WORK INSTRUCTION: No pictures should appear in the copy; otherwise retype the entries exactly.

RECORDS FOR THIS EXERCISE:

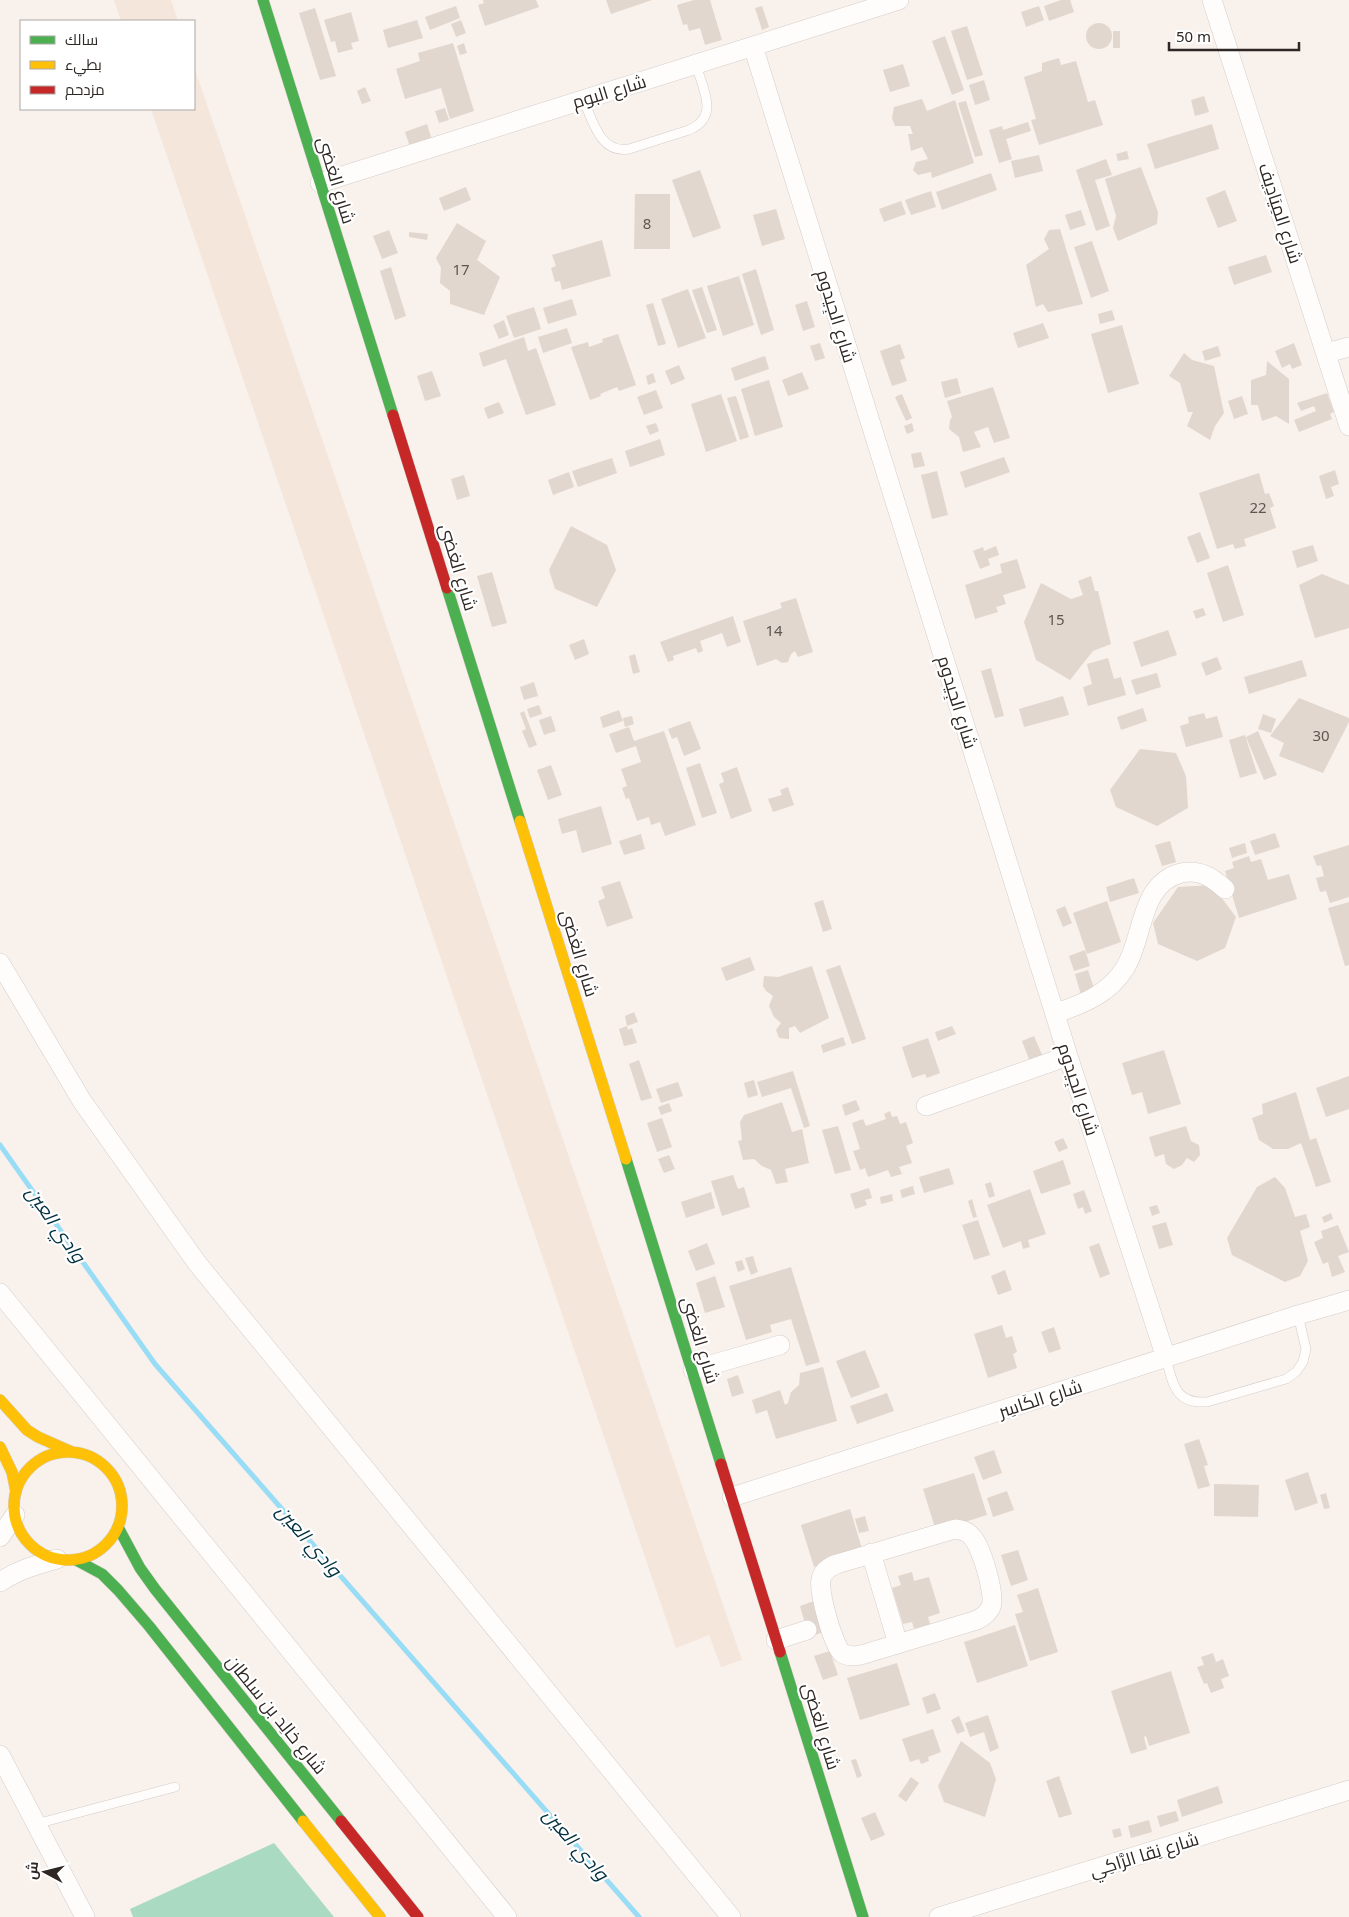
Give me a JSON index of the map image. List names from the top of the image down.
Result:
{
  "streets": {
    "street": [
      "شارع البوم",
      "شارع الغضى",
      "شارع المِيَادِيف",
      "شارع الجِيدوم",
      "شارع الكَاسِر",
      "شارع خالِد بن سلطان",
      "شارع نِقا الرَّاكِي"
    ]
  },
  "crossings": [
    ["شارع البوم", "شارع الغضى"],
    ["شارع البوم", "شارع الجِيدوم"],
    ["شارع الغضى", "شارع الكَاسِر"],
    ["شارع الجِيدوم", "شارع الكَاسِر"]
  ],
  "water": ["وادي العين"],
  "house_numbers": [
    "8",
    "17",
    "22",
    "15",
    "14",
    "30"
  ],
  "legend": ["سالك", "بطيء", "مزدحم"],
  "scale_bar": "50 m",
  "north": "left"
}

WRITTEN ANSWER:
Give me a JSON index of the map image. List names from the top of the image down.
Result:
{
  "streets": {
    "street": [
      "شارع البوم",
      "شارع الغضى",
      "شارع المِيَادِيف",
      "شارع الجِيدوم",
      "شارع الكَاسِر",
      "شارع خالِد بن سلطان",
      "شارع نِقا الرَّاكِي"
    ]
  },
  "crossings": [
    ["شارع البوم", "شارع الغضى"],
    ["شارع البوم", "شارع الجِيدوم"],
    ["شارع الغضى", "شارع الكَاسِر"],
    ["شارع الجِيدوم", "شارع الكَاسِر"]
  ],
  "water": ["وادي العين"],
  "house_numbers": [
    "8",
    "17",
    "22",
    "15",
    "14",
    "30"
  ],
  "legend": ["سالك", "بطيء", "مزدحم"],
  "scale_bar": "50 m",
  "north": "left"
}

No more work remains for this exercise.